▶ [Raw data]:
################
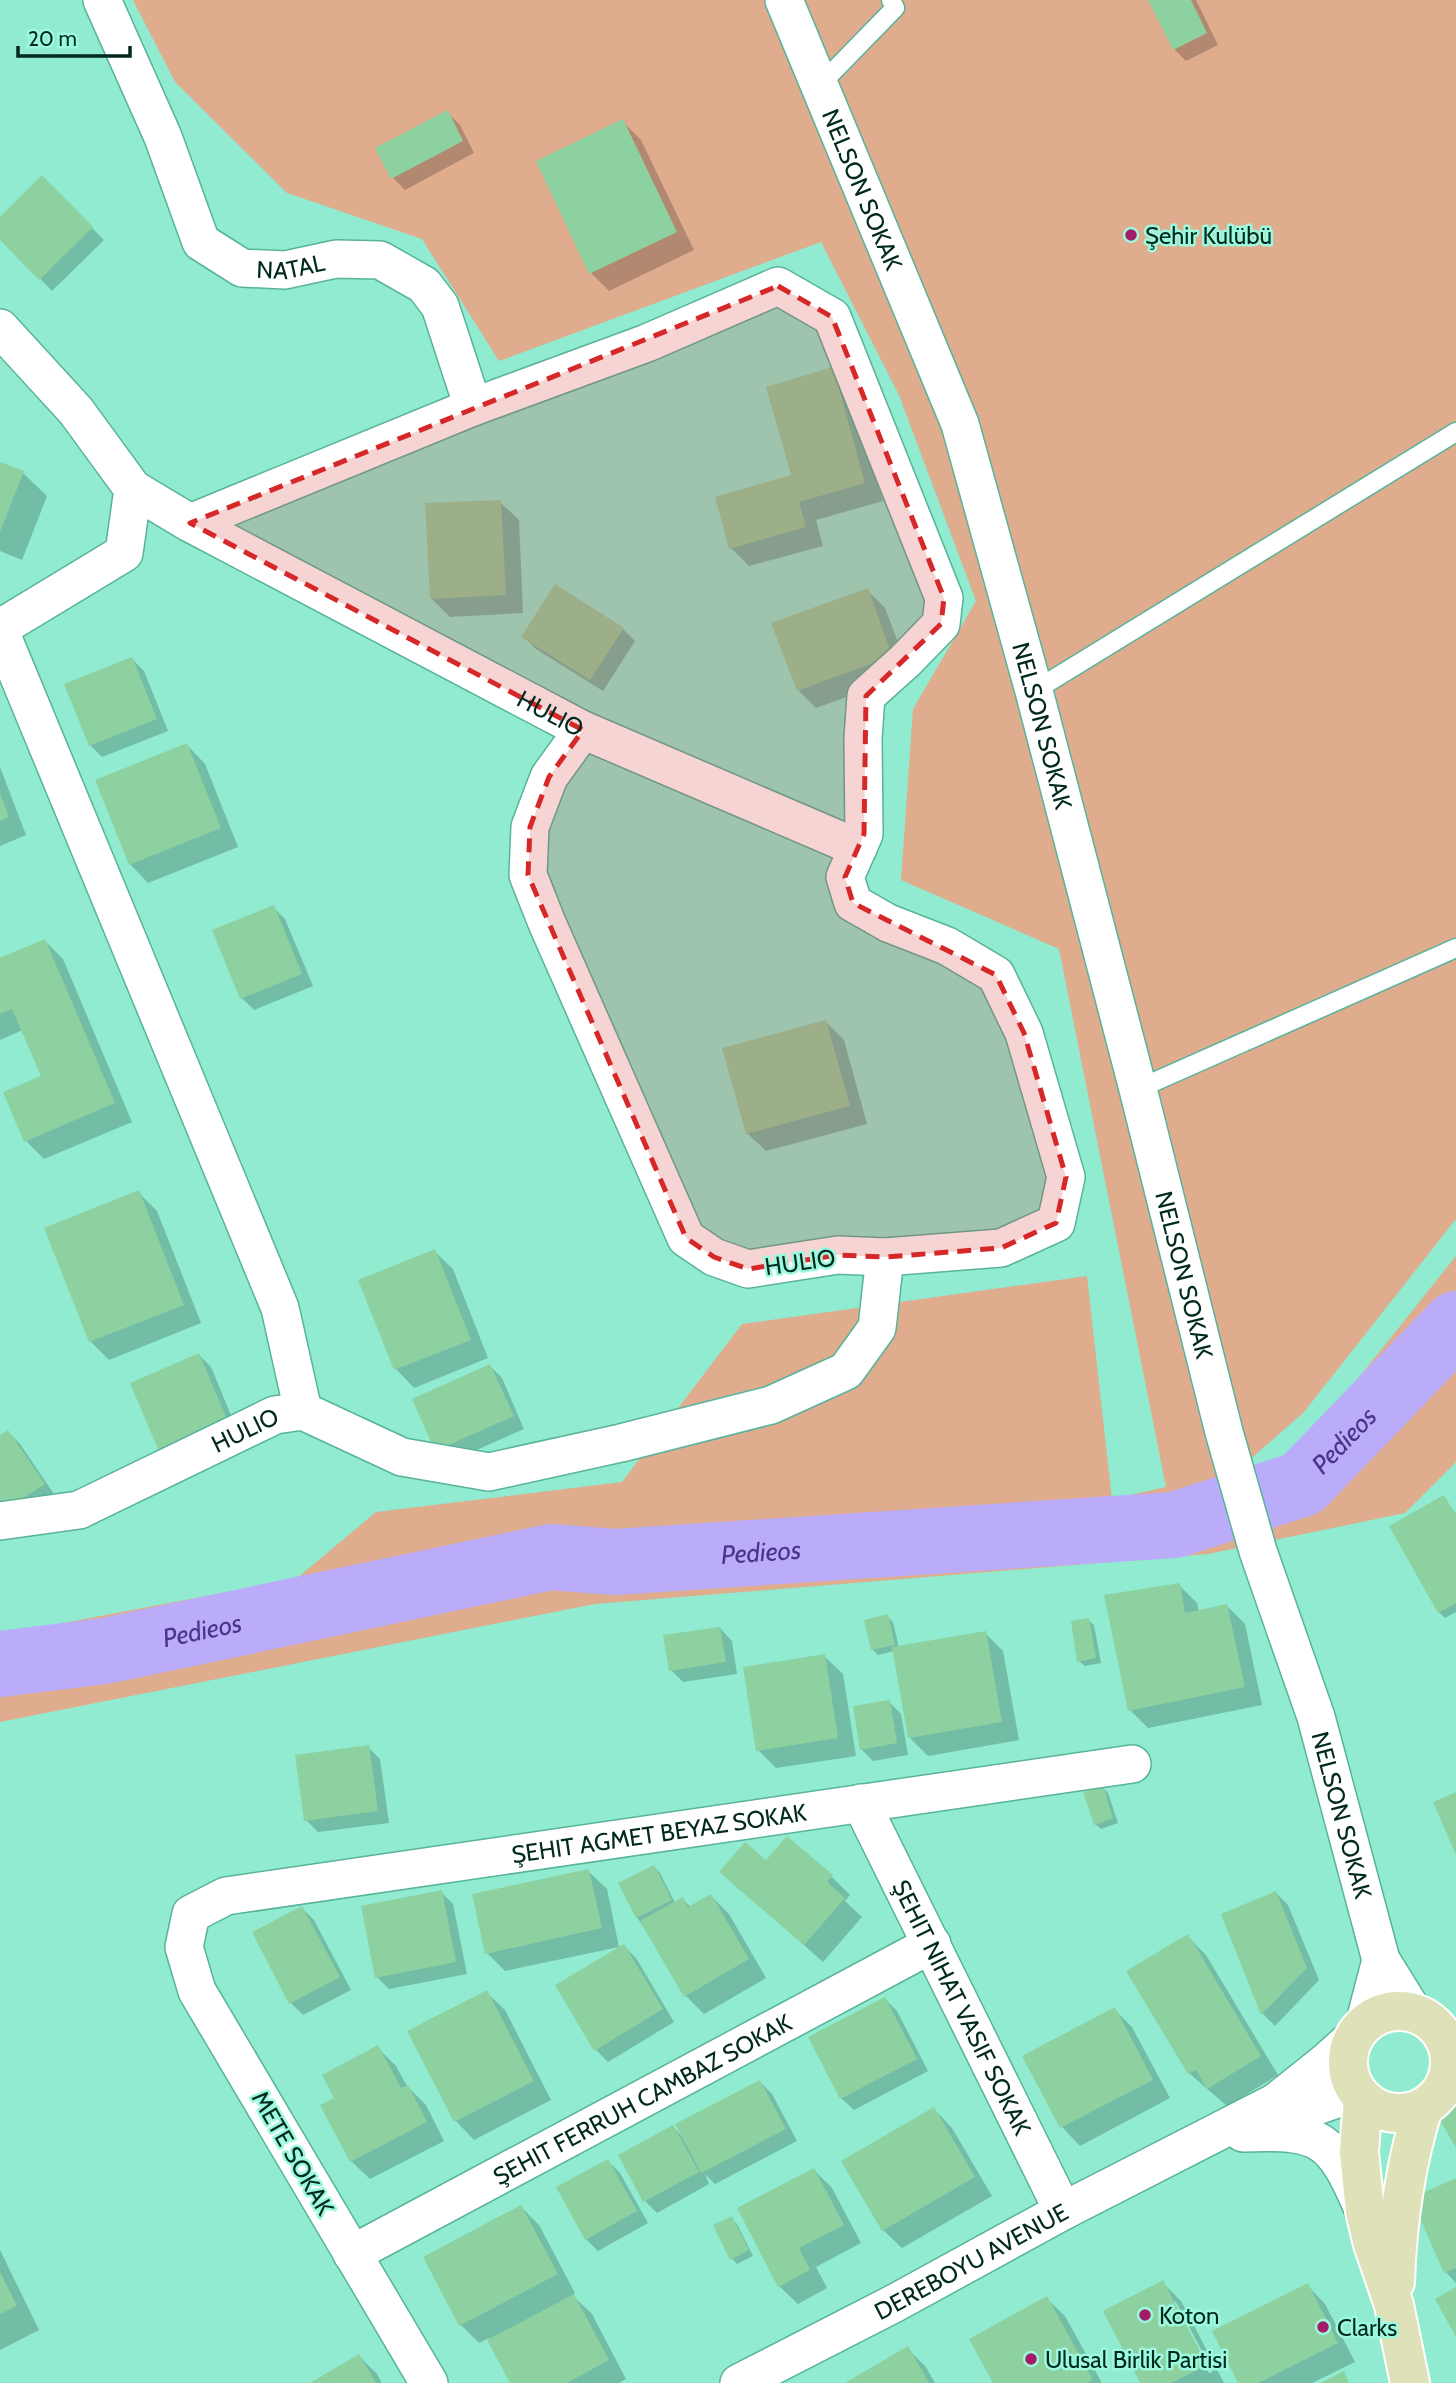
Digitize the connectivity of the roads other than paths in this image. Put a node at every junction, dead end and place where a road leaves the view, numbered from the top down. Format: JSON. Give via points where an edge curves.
{"nodes":[{"id":1,"x":784,"y":0,"type":"edge"},
{"id":2,"x":891,"y":0,"type":"edge"},
{"id":3,"x":97,"y":4,"type":"edge"},
{"id":4,"x":819,"y":86,"type":"junction"},
{"id":5,"x":0,"y":328,"type":"edge"},
{"id":6,"x":473,"y":407,"type":"junction"},
{"id":7,"x":1456,"y":432,"type":"edge"},
{"id":8,"x":133,"y":489,"type":"junction"},
{"id":9,"x":190,"y":523,"type":"junction"},
{"id":10,"x":0,"y":630,"type":"edge"},
{"id":11,"x":1034,"y":691,"type":"junction"},
{"id":12,"x":583,"y":730,"type":"junction"},
{"id":13,"x":858,"y":848,"type":"junction"},
{"id":14,"x":1456,"y":948,"type":"edge"},
{"id":15,"x":1138,"y":1089,"type":"junction"},
{"id":16,"x":885,"y":1257,"type":"junction"},
{"id":17,"x":303,"y":1411,"type":"junction"},
{"id":18,"x":0,"y":1521,"type":"edge"},
{"id":19,"x":1132,"y":1764,"type":"dead end"},
{"id":20,"x":861,"y":1803,"type":"junction"},
{"id":21,"x":191,"y":1914,"type":"joint"},
{"id":22,"x":932,"y":1944,"type":"junction"},
{"id":23,"x":1381,"y":1960,"type":"junction"},
{"id":24,"x":1456,"y":2008,"type":"edge"},
{"id":25,"x":1416,"y":2014,"type":"junction"},
{"id":26,"x":1360,"y":2030,"type":"junction"},
{"id":27,"x":1453,"y":2070,"type":"edge"},
{"id":28,"x":1360,"y":2095,"type":"junction"},
{"id":29,"x":1423,"y":2108,"type":"junction"},
{"id":30,"x":1243,"y":2133,"type":"junction"},
{"id":31,"x":1205,"y":2138,"type":"junction"},
{"id":32,"x":1063,"y":2211,"type":"junction"},
{"id":33,"x":1367,"y":2219,"type":"junction"},
{"id":34,"x":352,"y":2254,"type":"junction"},
{"id":35,"x":1394,"y":2305,"type":"junction"},
{"id":36,"x":429,"y":2383,"type":"edge"},
{"id":37,"x":739,"y":2383,"type":"edge"},
{"id":38,"x":1410,"y":2383,"type":"edge"}],
"edges":[{"from":1,"to":4,"type":"street","name":"NELSON SOKAK"},
{"from":2,"to":4,"type":"lane","via":[[895,8]]},
{"from":3,"to":6,"type":"street","name":"NATAL","via":[[163,137],[201,242],[242,268],[285,270],[336,259],[380,260],[424,285],[440,306]]},
{"from":4,"to":11,"type":"street","name":"NELSON SOKAK","via":[[960,424]]},
{"from":5,"to":8,"type":"street","via":[[76,411]]},
{"from":6,"to":9,"type":"street"},
{"from":6,"to":13,"type":"street","via":[[647,343],[778,286],[832,317],[944,598],[941,624],[866,696],[864,834]]},
{"from":7,"to":11,"type":"lane"},
{"from":8,"to":9,"type":"street","name":"HULIO"},
{"from":8,"to":10,"type":"street","via":[[124,553]]},
{"from":9,"to":12,"type":"street","name":"HULIO"},
{"from":10,"to":17,"type":"street","via":[[280,1308]]},
{"from":11,"to":15,"type":"street","name":"NELSON SOKAK"},
{"from":12,"to":13,"type":"street"},
{"from":12,"to":16,"type":"street","name":"HULIO","via":[[549,777],[530,827],[528,875],[686,1238],[714,1257],[748,1269],[838,1255]]},
{"from":13,"to":16,"type":"street","via":[[845,877],[853,903],[888,923],[947,946],[996,975],[1024,1033],[1066,1177],[1056,1223],[1001,1248]]},
{"from":14,"to":15,"type":"lane"},
{"from":15,"to":23,"type":"street","name":"NELSON SOKAK","via":[[1258,1551],[1315,1717]]},
{"from":16,"to":17,"type":"street","name":"HULIO","via":[[877,1328],[846,1371],[771,1405],[489,1472],[402,1457]]},
{"from":17,"to":18,"type":"street","name":"HULIO","via":[[275,1415],[79,1510]]},
{"from":19,"to":20,"type":"street","name":"ŞEHIT AGMET BEYAZ SOKAK"},
{"from":20,"to":21,"type":"street","name":"ŞEHIT AGMET BEYAZ SOKAK","via":[[226,1896]]},
{"from":20,"to":22,"type":"street","name":"ŞEHIT NIHAT VASIF SOKAK"},
{"from":21,"to":34,"type":"street","name":"METE SOKAK","via":[[184,1947],[197,1991]]},
{"from":22,"to":32,"type":"street","name":"ŞEHIT NIHAT VASIF SOKAK"},
{"from":22,"to":34,"type":"street","name":"ŞEHIT FERRUH CAMBAZ SOKAK"},
{"from":23,"to":25,"type":"street","name":"NELSON SOKAK"},
{"from":23,"to":26,"type":"street","name":"NELSON SOKAK"},
{"from":24,"to":25,"type":"main road"},
{"from":25,"to":26,"type":"main road","via":[[1388,2012]]},
{"from":25,"to":27,"type":"main road","via":[[1444,2038]]},
{"from":26,"to":28,"type":"main road","via":[[1351,2044],[1348,2064]]},
{"from":26,"to":31,"type":"street","name":"DEREBOYU AVENUE","via":[[1276,2102]]},
{"from":27,"to":29,"type":"main road","via":[[1435,2099]]},
{"from":28,"to":29,"type":"main road","via":[[1391,2113]]},
{"from":28,"to":30,"type":"street","name":"DEREBOYU AVENUE","via":[[1299,2111]]},
{"from":28,"to":33,"type":"main road","via":[[1360,2182]]},
{"from":29,"to":35,"type":"main road","via":[[1403,2184]]},
{"from":30,"to":31,"type":"street","name":"DEREBOYU AVENUE"},
{"from":30,"to":33,"type":"street","via":[[1287,2132],[1321,2142],[1342,2165]]},
{"from":31,"to":32,"type":"street","name":"DEREBOYU AVENUE"},
{"from":32,"to":37,"type":"street","name":"DEREBOYU AVENUE"},
{"from":33,"to":35,"type":"main road"},
{"from":34,"to":36,"type":"street","name":"METE SOKAK"},
{"from":35,"to":38,"type":"main road"}]}
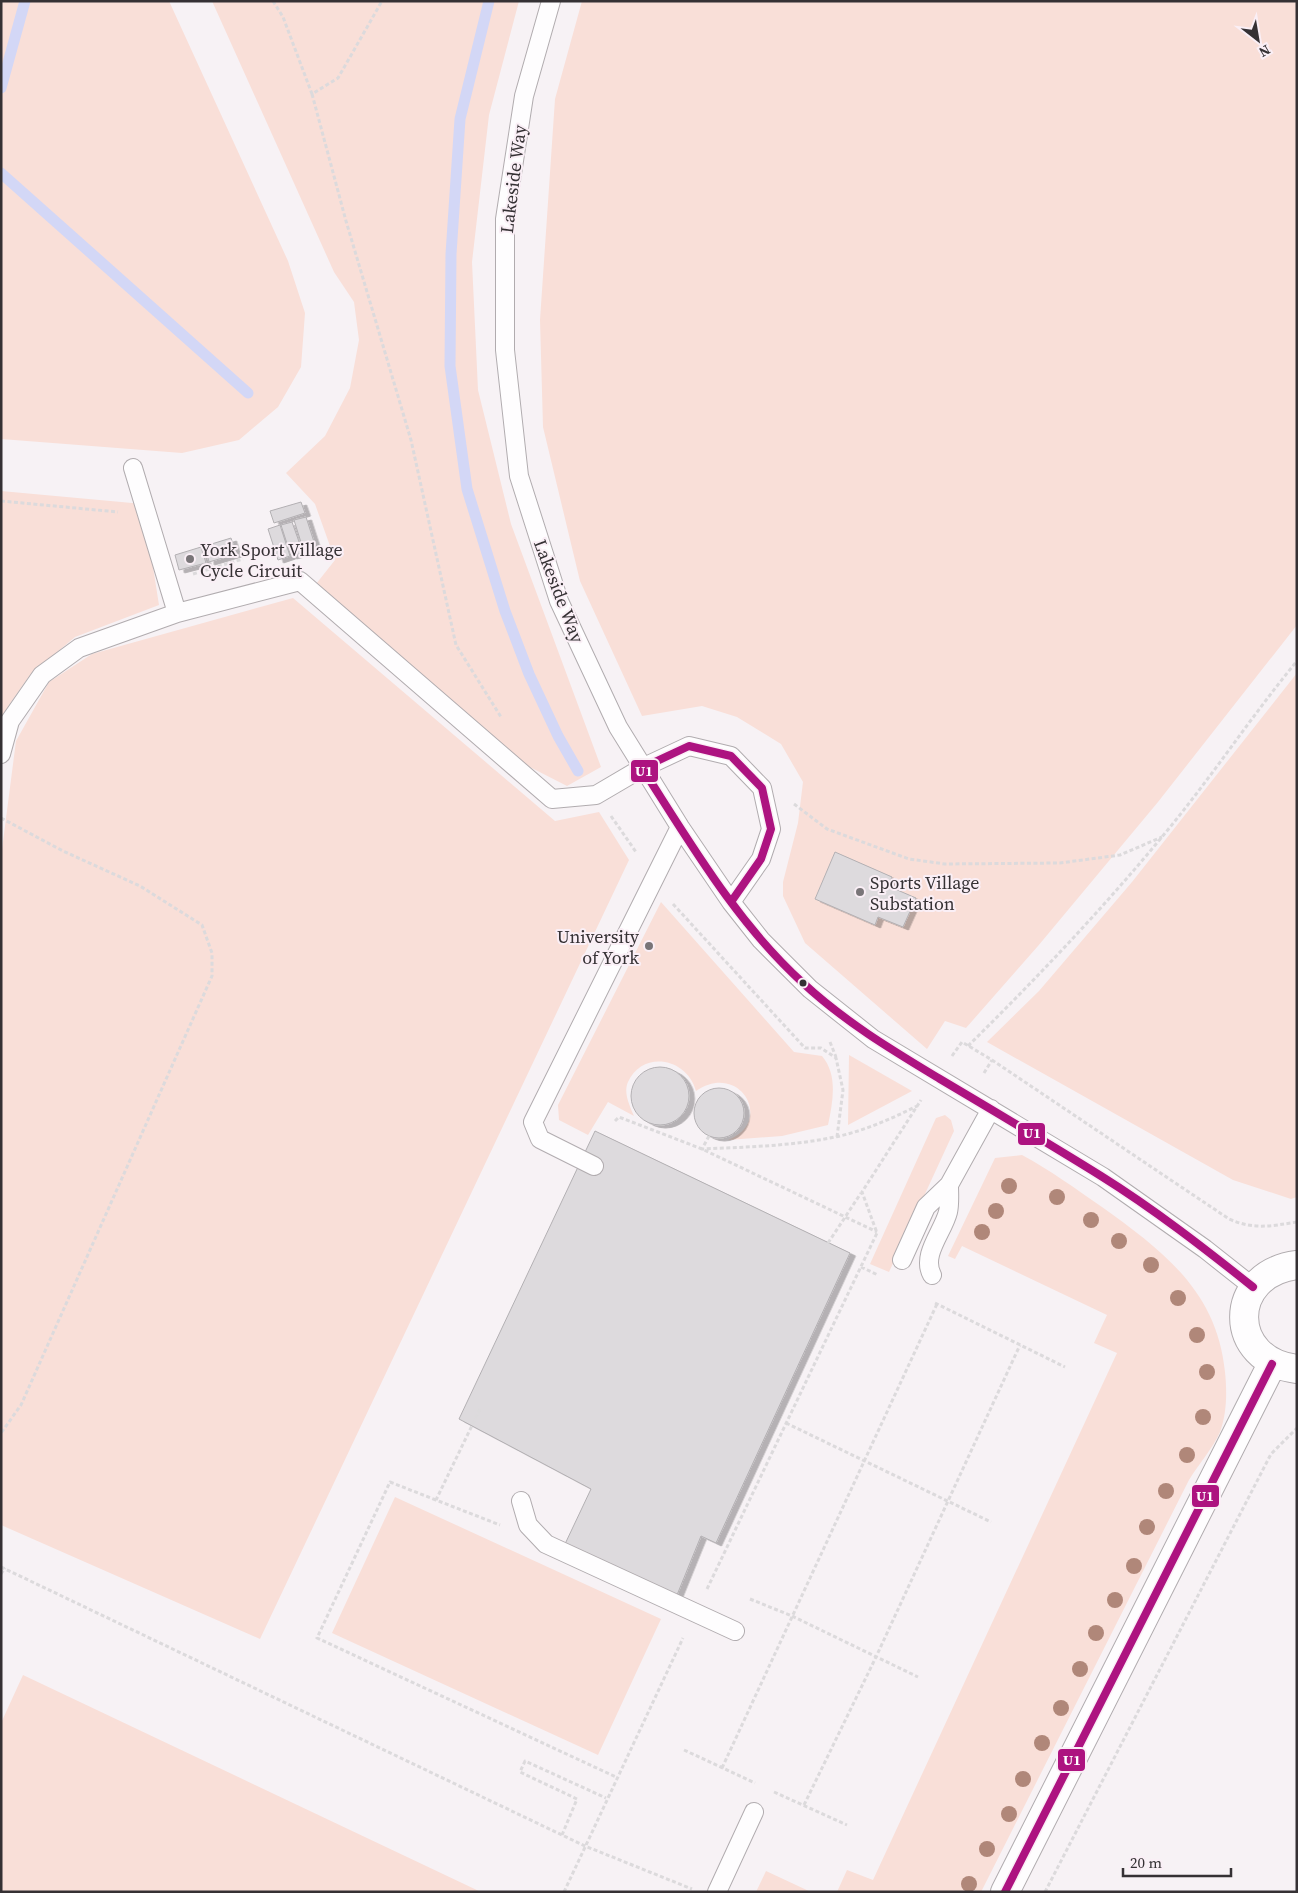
################
▶ [What you are asked to do]: From the first line to the last, copy the listing above exactly, dropping all images.

▶ [Exercise response]:
Digitize the connectivity of the roads other than paths in this image. Put a node at every junction, dead end and place where a road leaves the view, numbered from the top down. Format: JSON. Give via points where an edge curves.
{"nodes":[{"id":1,"x":784,"y":0,"type":"edge"},
{"id":2,"x":891,"y":0,"type":"edge"},
{"id":3,"x":97,"y":4,"type":"edge"},
{"id":4,"x":819,"y":86,"type":"junction"},
{"id":5,"x":0,"y":328,"type":"edge"},
{"id":6,"x":473,"y":407,"type":"junction"},
{"id":7,"x":1456,"y":432,"type":"edge"},
{"id":8,"x":133,"y":489,"type":"junction"},
{"id":9,"x":190,"y":523,"type":"junction"},
{"id":10,"x":0,"y":630,"type":"edge"},
{"id":11,"x":1034,"y":691,"type":"junction"},
{"id":12,"x":583,"y":730,"type":"junction"},
{"id":13,"x":858,"y":848,"type":"junction"},
{"id":14,"x":1456,"y":948,"type":"edge"},
{"id":15,"x":1138,"y":1089,"type":"junction"},
{"id":16,"x":885,"y":1257,"type":"junction"},
{"id":17,"x":303,"y":1411,"type":"junction"},
{"id":18,"x":0,"y":1521,"type":"edge"},
{"id":19,"x":1132,"y":1764,"type":"dead end"},
{"id":20,"x":861,"y":1803,"type":"junction"},
{"id":21,"x":191,"y":1914,"type":"joint"},
{"id":22,"x":932,"y":1944,"type":"junction"},
{"id":23,"x":1381,"y":1960,"type":"junction"},
{"id":24,"x":1456,"y":2008,"type":"edge"},
{"id":25,"x":1416,"y":2014,"type":"junction"},
{"id":26,"x":1360,"y":2030,"type":"junction"},
{"id":27,"x":1453,"y":2070,"type":"edge"},
{"id":28,"x":1360,"y":2095,"type":"junction"},
{"id":29,"x":1423,"y":2108,"type":"junction"},
{"id":30,"x":1243,"y":2133,"type":"junction"},
{"id":31,"x":1205,"y":2138,"type":"junction"},
{"id":32,"x":1063,"y":2211,"type":"junction"},
{"id":33,"x":1367,"y":2219,"type":"junction"},
{"id":34,"x":352,"y":2254,"type":"junction"},
{"id":35,"x":1394,"y":2305,"type":"junction"},
{"id":36,"x":429,"y":2383,"type":"edge"},
{"id":37,"x":739,"y":2383,"type":"edge"},
{"id":38,"x":1410,"y":2383,"type":"edge"}],
"edges":[{"from":1,"to":4,"type":"street","name":"NELSON SOKAK"},
{"from":2,"to":4,"type":"lane","via":[[895,8]]},
{"from":3,"to":6,"type":"street","name":"NATAL","via":[[163,137],[201,242],[242,268],[285,270],[336,259],[380,260],[424,285],[440,306]]},
{"from":4,"to":11,"type":"street","name":"NELSON SOKAK","via":[[960,424]]},
{"from":5,"to":8,"type":"street","via":[[76,411]]},
{"from":6,"to":9,"type":"street"},
{"from":6,"to":13,"type":"street","via":[[647,343],[778,286],[832,317],[944,598],[941,624],[866,696],[864,834]]},
{"from":7,"to":11,"type":"lane"},
{"from":8,"to":9,"type":"street","name":"HULIO"},
{"from":8,"to":10,"type":"street","via":[[124,553]]},
{"from":9,"to":12,"type":"street","name":"HULIO"},
{"from":10,"to":17,"type":"street","via":[[280,1308]]},
{"from":11,"to":15,"type":"street","name":"NELSON SOKAK"},
{"from":12,"to":13,"type":"street"},
{"from":12,"to":16,"type":"street","name":"HULIO","via":[[549,777],[530,827],[528,875],[686,1238],[714,1257],[748,1269],[838,1255]]},
{"from":13,"to":16,"type":"street","via":[[845,877],[853,903],[888,923],[947,946],[996,975],[1024,1033],[1066,1177],[1056,1223],[1001,1248]]},
{"from":14,"to":15,"type":"lane"},
{"from":15,"to":23,"type":"street","name":"NELSON SOKAK","via":[[1258,1551],[1315,1717]]},
{"from":16,"to":17,"type":"street","name":"HULIO","via":[[877,1328],[846,1371],[771,1405],[489,1472],[402,1457]]},
{"from":17,"to":18,"type":"street","name":"HULIO","via":[[275,1415],[79,1510]]},
{"from":19,"to":20,"type":"street","name":"ŞEHIT AGMET BEYAZ SOKAK"},
{"from":20,"to":21,"type":"street","name":"ŞEHIT AGMET BEYAZ SOKAK","via":[[226,1896]]},
{"from":20,"to":22,"type":"street","name":"ŞEHIT NIHAT VASIF SOKAK"},
{"from":21,"to":34,"type":"street","name":"METE SOKAK","via":[[184,1947],[197,1991]]},
{"from":22,"to":32,"type":"street","name":"ŞEHIT NIHAT VASIF SOKAK"},
{"from":22,"to":34,"type":"street","name":"ŞEHIT FERRUH CAMBAZ SOKAK"},
{"from":23,"to":25,"type":"street","name":"NELSON SOKAK"},
{"from":23,"to":26,"type":"street","name":"NELSON SOKAK"},
{"from":24,"to":25,"type":"main road"},
{"from":25,"to":26,"type":"main road","via":[[1388,2012]]},
{"from":25,"to":27,"type":"main road","via":[[1444,2038]]},
{"from":26,"to":28,"type":"main road","via":[[1351,2044],[1348,2064]]},
{"from":26,"to":31,"type":"street","name":"DEREBOYU AVENUE","via":[[1276,2102]]},
{"from":27,"to":29,"type":"main road","via":[[1435,2099]]},
{"from":28,"to":29,"type":"main road","via":[[1391,2113]]},
{"from":28,"to":30,"type":"street","name":"DEREBOYU AVENUE","via":[[1299,2111]]},
{"from":28,"to":33,"type":"main road","via":[[1360,2182]]},
{"from":29,"to":35,"type":"main road","via":[[1403,2184]]},
{"from":30,"to":31,"type":"street","name":"DEREBOYU AVENUE"},
{"from":30,"to":33,"type":"street","via":[[1287,2132],[1321,2142],[1342,2165]]},
{"from":31,"to":32,"type":"street","name":"DEREBOYU AVENUE"},
{"from":32,"to":37,"type":"street","name":"DEREBOYU AVENUE"},
{"from":33,"to":35,"type":"main road"},
{"from":34,"to":36,"type":"street","name":"METE SOKAK"},
{"from":35,"to":38,"type":"main road"}]}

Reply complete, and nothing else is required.